7. NATURE OF REPRESENTATIONS AND WARRANTIES
(a) Regardless of any investigation at any time made by or on behalf
of any party hereto or of any information any party may have in respect
thereof, all representations and warranties made hereunder shall survive
the Closing for a period of 24 months following the Closing Date.
(b) This Agreement, and the documents specifically referred to herein
or executed and delivered concurrently herewith or at the Closing
constitute the entire agreement, understanding, representations and
warranties of the parties hereto and supersede any prior agreement,
understanding, representation, warranty or documents relating to the
subject matter of this Agreement.
8. NOTICES
All notices, requests, demands and other communications hereunder
shall be in writing and shall be deemed to have been duly given, if
delivered in person, telegraphed, or mailed by certified registered mail,
postage prepaid:
22
(a) If to the Vendor, addressed as follows:
Glyko Biomedical Limited
00 Xxxxxxxx Xxxxx
Xxxxxx, Xx.
00000
Attention: Xx. Xxxx Xxxxx
Telecopy No.: 000-000-0000
With a copy to:
Xxxxxxx Xxxxx & Xxxxxxxxx
Suite 0000
Xxxxxx Xxxxx
Xxxxxxx, Xxxxxxx
X0X 0X0
Attention: Xxxx X. Xxxxx
Telecopy No.: 000-000-0000
(b) If to the Purchaser, addressed as follows:
BioMarin Pharmaceutical Inc.
00 Xxxxxxxx Xxxxx
Xxxxxx, Xx.
00000
Attention: Xxxxx X. Xxxxxxx, Xx.
Telecopy No.: 000-000-0000
With a copy to:
Xxxxxx Xxxxxxx Xxxxxxxx & Xxxxxx
000 Xxxx Xxxx Xxxx
Xxxx Xxxx, XX
00000-0000
Attention: Xxxxx Xxxxxx
Telecopy No.: 000-000-0000
or to such other address as the party to be notified shall have
furnished to the other party in writing. Any notice given in accordance
with the foregoing shall be deemed to have been given when delivered in
person or on the next business day following the date on which it shall
have been telegraphed or mailed.
9. AMENDMENTS
This Agreement may be amended or modified only by a written instrument
executed by the parties affected thereby, or by their respective successors
and permitted assigns.
23
10. GENERAL
(a) This Agreement:
(i) shall be construed and enforced in accordance with the laws of the
Province of Ontario; and
(ii) shall enure to the benefit of and be binding upon the Purchaser
and the Vendor and their respective executors, administrators, legal
representatives, successors and permitted assigns, nothing in this
Agreement, express or implied, being intended to confer upon any other
person any rights or remedies hereunder.
(b) Time shall be of the essence hereof.
(c) Each of the parties hereto covenants and agrees that at any time
and from time to time after the Closing Date such party will, upon the
request of the other party, do, execute, acknowledge and deliver all such
further acts, documents and assurances as may be reasonably required for
the better carrying out of the terms of this Agreement and to consummate
the transactions contemplated hereby.
(d) This Agreement may be executed in one or more counterparts, each
of which so executed shall constitute an original and all of which together
shall constitute one and the same agreement.

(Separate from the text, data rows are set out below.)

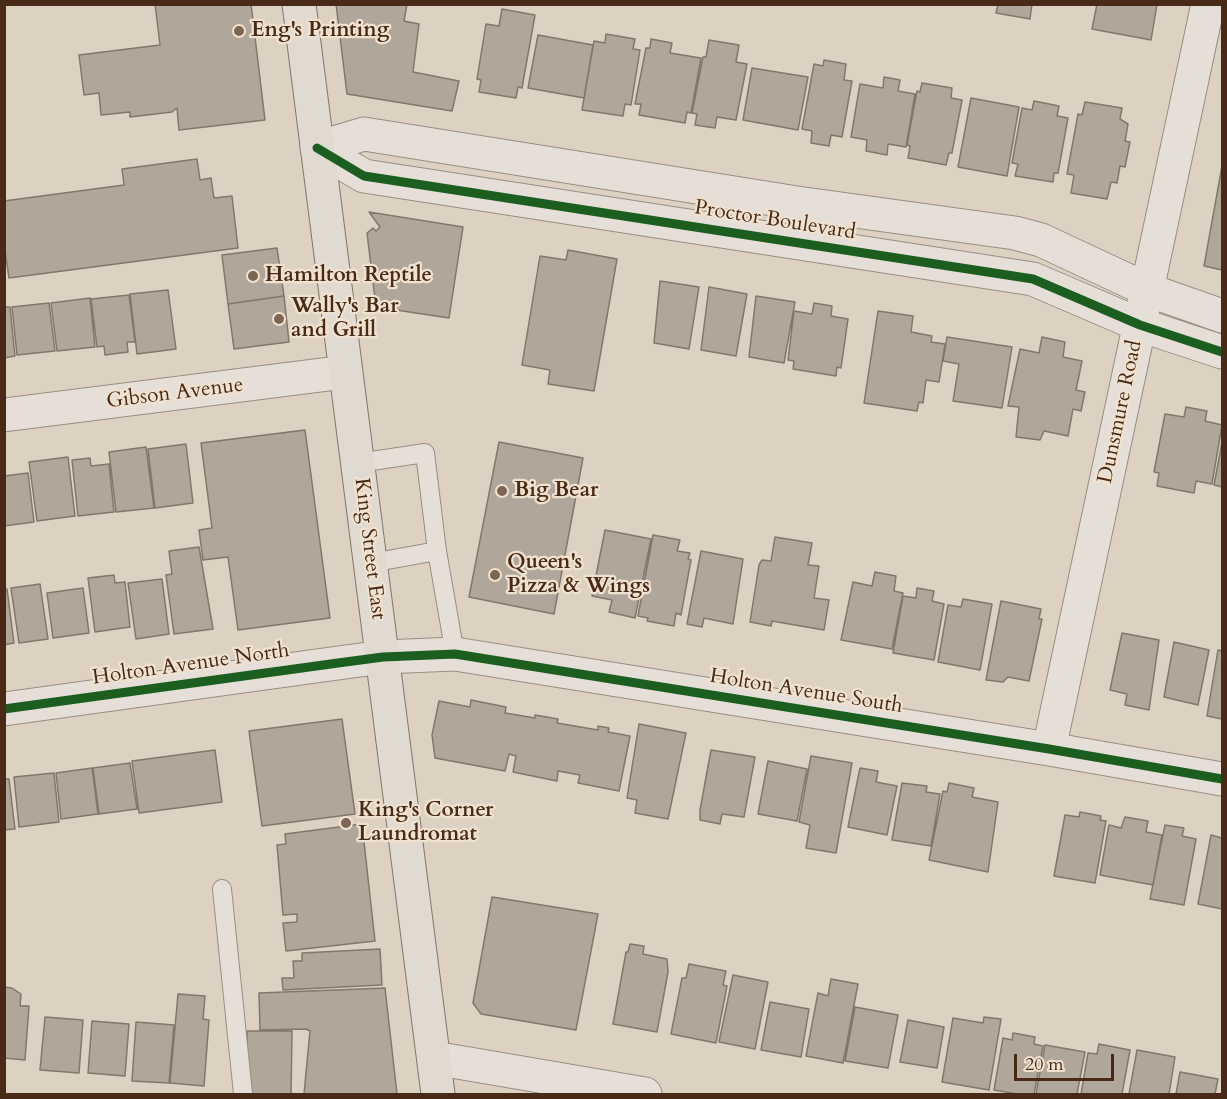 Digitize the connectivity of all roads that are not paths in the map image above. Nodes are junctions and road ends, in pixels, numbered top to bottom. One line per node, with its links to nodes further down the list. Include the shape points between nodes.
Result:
1 (299, 4): 3 (main road, King Street East)
2 (1208, 4): 10 (street, Dunsmure Road)
3 (317, 148): 4 (street, Proctor Boulevard, via 364,134); 5 (street, Proctor Boulevard, via 364,176); 14 (main road, King Street East)
4 (509, 157): 5 (street); 6 (street, Proctor Boulevard)
5 (503, 197): 8 (street, Proctor Boulevard)
6 (797, 203): 7 (street, Proctor Boulevard, via 1015,233); 8 (street, Proctor Boulevard)
7 (1041, 240): 9 (street); 10 (street, Proctor Boulevard)
8 (792, 242): 9 (street, Proctor Boulevard)
9 (1034, 279): 12 (street, Proctor Boulevard)
10 (1148, 290): 11 (street, Proctor Boulevard); 12 (street, Dunsmure Road)
11 (1222, 316)
12 (1140, 325): 13 (street, Proctor Boulevard); 22 (street, Dunsmure Road)
13 (1222, 352)
14 (345, 372): 15 (street, Gibson Avenue); 16 (main road, King Street East)
15 (4, 415)
16 (358, 463): 17 (lane, via 425,453); 18 (main road, King Street East)
17 (437, 551): 18 (lane); 19 (lane)
18 (371, 563): 20 (main road, King Street East)
19 (455, 654): 20 (street, Holton Avenue South); 22 (street, Holton Avenue South)
20 (383, 657): 21 (street, Holton Avenue North); 25 (main road, King Street East)
21 (4, 709)
22 (1049, 749): 23 (street, Holton Avenue South)
23 (1222, 779)
24 (222, 889): 26 (lane)
25 (434, 1058): 27 (main road, King Street East); 28 (street)
26 (243, 1095)
27 (438, 1095)
28 (645, 1095) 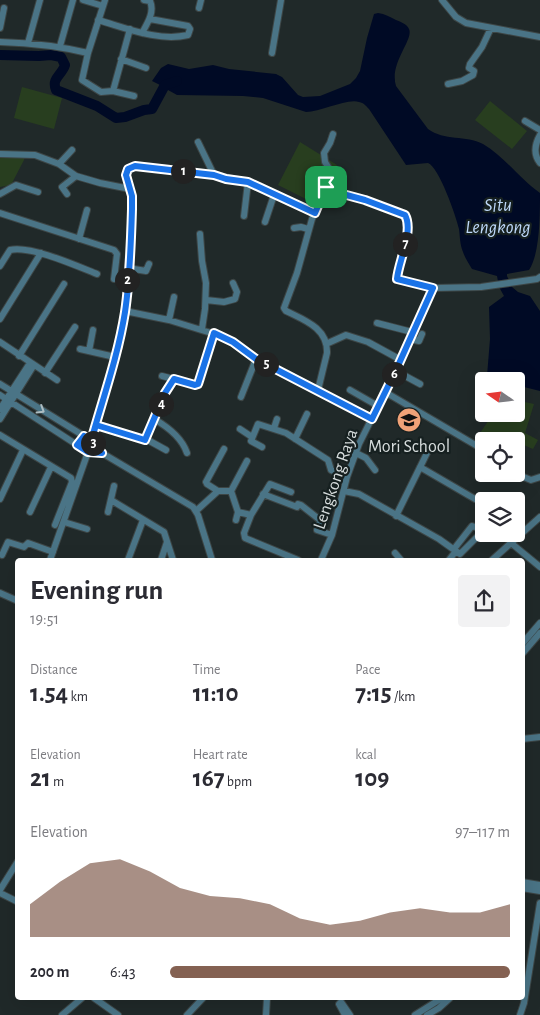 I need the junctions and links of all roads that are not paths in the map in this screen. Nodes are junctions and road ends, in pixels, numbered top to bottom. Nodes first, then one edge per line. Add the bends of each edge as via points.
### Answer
1 (40, 0) edge
2 (73, 0) edge
3 (83, 0) edge
4 (144, 0) edge
5 (201, 0) edge
6 (281, 0) edge
7 (442, 0) edge
8 (104, 3) edge
9 (4, 8) dead end
10 (199, 8) dead end
11 (150, 19) junction
12 (98, 20) junction
13 (0, 28) edge
14 (491, 28) junction
15 (130, 29) junction
16 (142, 33) junction
17 (540, 37) edge
18 (0, 42) edge
19 (28, 42) junction
20 (60, 46) junction
21 (88, 53) junction
22 (272, 53) dead end
23 (121, 59) junction
24 (146, 68) dead end
25 (448, 84) dead end
26 (113, 91) junction
27 (134, 96) dead end
28 (524, 121) dead end
29 (540, 130) edge
30 (333, 134) dead end
31 (540, 135) edge
32 (198, 142) dead end
33 (72, 150) dead end
34 (0, 154) edge
35 (540, 162) edge
36 (59, 164) junction
37 (214, 175) junction
38 (76, 176) junction
39 (248, 182) junction
40 (326, 187) junction
41 (130, 189) junction
42 (38, 192) dead end
43 (0, 194) edge
44 (67, 194) dead end
45 (274, 195) junction
46 (87, 210) dead end
47 (0, 213) edge
48 (315, 213) junction
49 (244, 216) dead end
50 (265, 222) dead end
51 (294, 228) dead end
52 (308, 229) junction
53 (200, 234) dead end
54 (79, 239) junction
55 (41, 253) junction
56 (149, 264) dead end
57 (0, 266) edge
58 (128, 268) junction
59 (97, 274) dead end
60 (540, 277) edge
61 (114, 280) dead end
62 (233, 283) dead end
63 (64, 284) dead end
64 (433, 288) junction
65 (174, 297) dead end
66 (206, 300) junction
67 (125, 311) junction
68 (0, 319) edge
69 (168, 320) junction
70 (377, 323) dead end
71 (75, 327) dead end
72 (202, 329) junction
73 (93, 330) dead end
74 (214, 333) junction
75 (422, 334) dead end
76 (411, 336) junction
77 (0, 342) edge
78 (326, 344) junction
79 (80, 349) dead end
80 (89, 351) junction
81 (19, 356) junction
82 (115, 357) junction
83 (256, 359) junction
84 (401, 360) junction
85 (32, 364) junction
86 (396, 371) junction
87 (46, 373) junction
88 (162, 376) dead end
89 (174, 379) junction
90 (57, 380) dead end
91 (0, 384) edge
92 (420, 384) dead end
93 (318, 390) junction
94 (350, 390) dead end
95 (13, 392) junction
96 (385, 392) junction
97 (0, 395) edge
98 (241, 397) dead end
99 (8, 400) junction
100 (378, 406) junction
101 (0, 409) edge
102 (307, 414) dead end
103 (0, 419) edge
104 (154, 419) junction
105 (277, 419) dead end
106 (372, 419) junction
107 (96, 425) junction
108 (274, 428) junction
109 (240, 429) dead end
110 (84, 436) junction
111 (252, 437) junction
112 (1, 438) edge
113 (146, 439) junction
114 (295, 439) junction
115 (91, 441) junction
116 (77, 445) junction
117 (475, 445) edge
118 (262, 447) dead end
119 (224, 448) dead end
120 (23, 450) junction
121 (166, 450) dead end
122 (88, 452) junction
123 (102, 453) junction
124 (187, 453) dead end
125 (356, 453) junction
126 (427, 453) dead end
127 (248, 461) dead end
128 (51, 467) junction
129 (420, 467) junction
130 (375, 470) dead end
131 (347, 477) junction
132 (540, 477) edge
133 (525, 478) edge
134 (114, 486) dead end
135 (218, 491) junction
136 (230, 491) junction
137 (344, 491) junction
138 (291, 492) dead end
139 (263, 494) junction
140 (0, 499) edge
141 (475, 499) dead end
142 (111, 500) junction
143 (196, 511) junction
144 (30, 512) dead end
145 (108, 512) dead end
146 (238, 512) junction
147 (251, 515) junction
148 (396, 516) junction
149 (540, 517) edge
150 (143, 520) junction
151 (236, 520) dead end
152 (64, 522) junction
153 (55, 525) dead end
154 (87, 529) dead end
155 (332, 536) junction
156 (167, 541) junction
157 (511, 543) junction
158 (455, 550) junction
159 (53, 552) junction
160 (395, 553) dead end
161 (2, 555) dead end
162 (51, 558) edge
163 (129, 558) edge
164 (163, 558) edge
165 (172, 558) edge
166 (209, 558) edge
167 (293, 558) edge
168 (322, 558) edge
169 (399, 558) edge
170 (450, 558) edge
171 (494, 558) edge
172 (540, 567) edge
173 (0, 592) edge
174 (15, 600) edge
175 (540, 623) edge
176 (540, 632) edge
177 (525, 640) edge
178 (525, 650) edge
179 (540, 737) edge
180 (525, 739) edge
181 (15, 866) edge
182 (525, 882) edge
183 (540, 884) edge
184 (525, 888) edge
185 (540, 891) edge
186 (0, 892) edge
187 (15, 900) edge
188 (540, 903) edge
189 (525, 997) edge
190 (80, 1000) edge
191 (97, 1000) edge
192 (202, 1000) edge
193 (267, 1000) edge
194 (439, 1000) edge
195 (448, 1000) edge
196 (524, 1000) edge
197 (62, 1015) edge
198 (118, 1015) edge
199 (187, 1015) edge
200 (266, 1015) edge
201 (345, 1015) edge
202 (350, 1015) edge
203 (415, 1015) edge
204 (427, 1015) edge
205 (520, 1015) edge

1 - 19 street
2 - 20 street
3 - 8 street
4 - 11 street via 152,5
5 - 10 street
6 - 22 street
7 - 14 street via 460,20
8 - 12 street
9 - 13 street
11 - 16 street
11 - 16 street via 188,26 188,35
12 - 15 street
12 - 21 street
14 - 17 street
14 - 25 street via 470,64 473,75
15 - 16 street
15 - 23 street
18 - 19 street
19 - 20 street
20 - 21 street
21 - 26 street via 82,80 101,92
23 - 24 street
23 - 26 street
26 - 27 street
28 - 29 street
30 - 40 street via 324,152 325,162 332,172
31 - 35 street via 535,152
32 - 37 street
33 - 36 street
34 - 36 street via 35,155
36 - 38 street
37 - 39 street
37 - 41 street via 131,166 126,172
38 - 41 street
38 - 44 street via 62,187
39 - 45 street
39 - 49 street
40 - 48 street
40 - 64 street via 405,215 408,222 405,251 397,279
41 - 58 street via 132,209
42 - 43 street via 16,185
45 - 48 street
45 - 50 street
46 - 54 street
47 - 54 street
48 - 52 street
51 - 52 street
52 - 78 street via 284,308 314,325 323,334
53 - 66 street
54 - 61 street via 116,252
55 - 57 street via 12,249
55 - 59 street
55 - 68 street
56 - 58 street via 146,271
58 - 67 street
60 - 64 street via 481,287
62 - 66 street via 237,292 232,301
63 - 81 street
64 - 76 street, Lengkong Raya
65 - 69 street
66 - 72 street
67 - 69 street
67 - 82 street
69 - 72 street
70 - 76 street
71 - 87 street
72 - 74 street
73 - 80 street
74 - 83 street
74 - 89 street via 198,384
75 - 76 street via 419,341
76 - 84 street, Lengkong Raya
77 - 81 street
78 - 84 street via 346,335 368,342
78 - 93 street
79 - 80 street
80 - 82 street
81 - 85 street
82 - 107 street
83 - 93 street
83 - 98 street
84 - 86 street, Lengkong Raya
85 - 87 street
85 - 95 street
86 - 92 street
86 - 96 street, Lengkong Raya
87 - 90 street
88 - 89 street
89 - 104 street
91 - 95 street
93 - 106 street
94 - 100 street
95 - 99 street
95 -> 110 street
96 - 100 street, Lengkong Raya
96 - 117 street
97 - 99 street
99 - 101 street
99 - 103 street
99 - 116 street
100 - 106 street, Lengkong Raya
102 - 114 street
104 - 113 street
104 - 124 street via 182,441
105 - 108 street
106 - 125 street, Lengkong Raya
107 - 113 street
107 - 115 street
108 - 111 street via 258,424
108 - 114 street
109 - 111 street
110 - 115 street
110 - 116 street
111 - 118 street via 252,442
112 - 120 street
113 - 121 street
114 - 131 street via 328,460 331,470
115 - 122 street
115 - 123 street
116 - 122 street
119 - 135 street via 206,482
120 - 128 street
120 - 140 street
122 - 123 street
122 - 152 street
123 - 143 street
125 - 130 street via 366,458
125 - 131 street, Lengkong Raya
126 - 129 street
127 - 136 street
128 - 144 street
128 - 153 street via 72,480
129 - 141 street
129 - 148 street
131 - 137 street, Lengkong Raya
132 - 133 street via 531,480
134 - 142 street
135 - 136 street
135 - 143 street
136 - 146 street
137 - 148 street via 359,494
137 - 155 street, Lengkong Raya
138 - 139 street via 270,484
139 - 147 street
139 - 155 street via 297,507 301,504 320,520 317,530
142 - 145 street
142 - 150 street
143 - 166 street
146 - 147 street
146 - 151 street
147 - 167 street via 245,538
148 - 158 street
149 - 157 street
150 - 156 street via 164,532
150 - 163 street
152 - 154 street
152 - 159 street
155 - 168 street, Lengkong Raya
156 - 164 street
156 - 165 street
157 - 171 street
157 - 172 street
158 - 158 street via 472,526 481,529 482,532 461,554
158 - 170 street
159 - 161 street via 28,543 24,548 8,542
159 - 162 street
160 - 169 street
173 - 174 street
175 - 177 street
176 - 178 street
179 - 180 street
181 - 186 street
182 - 183 street
184 - 185 street
186 - 187 street
188 - 189 street
190 - 197 street
191 - 198 street
192 - 199 street
193 - 200 street
194 - 203 street
195 - 204 street
196 - 205 street
201 - 202 street via 341,1002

(e) Each of the parties hereto shall pay their respective legal and
accounting costs and expenses incurred in connection with the preparation,
execution and delivery of this Agreement and all documents and instruments
executed pursuant hereto and any other costs and expenses whatsoever and
howsoever incurred in connection with the completion of the transactions
contemplated hereby.
(f) The parties hereto agree to file in a timely manner all forms
required to be filed after the Closing Date by applicable law and by the
regulations and policies of all applicable securities regulatory
authorities in connection with the transactions contemplated hereby.
(g) Neither this Agreement nor any right or obligation hereunder shall
be assignable by any party hereto without the prior written consent of the
other parties hereto, which consent may be arbitrarily withheld.
24
IN WITNESS WHEREOF the parties hereto have duly executed this
Agreement as of the day and date first above written.
GLYKO BIOMEDICAL LTD.
By: /s/ Xxxx X. Xxxxx
Xx. Xxxx X. Xxxxx,
President
BIOMARIN PHARMACEUTICAL INC.
By: /s/ Xxxxx X. Xxxxxxx, Xx.
Xxxxx X. Xxxxxxx, Xx.,
Chief Executive Officer
[Signature Page To Agreement Regarding Sale of Capital Stock of Glyko, Inc.]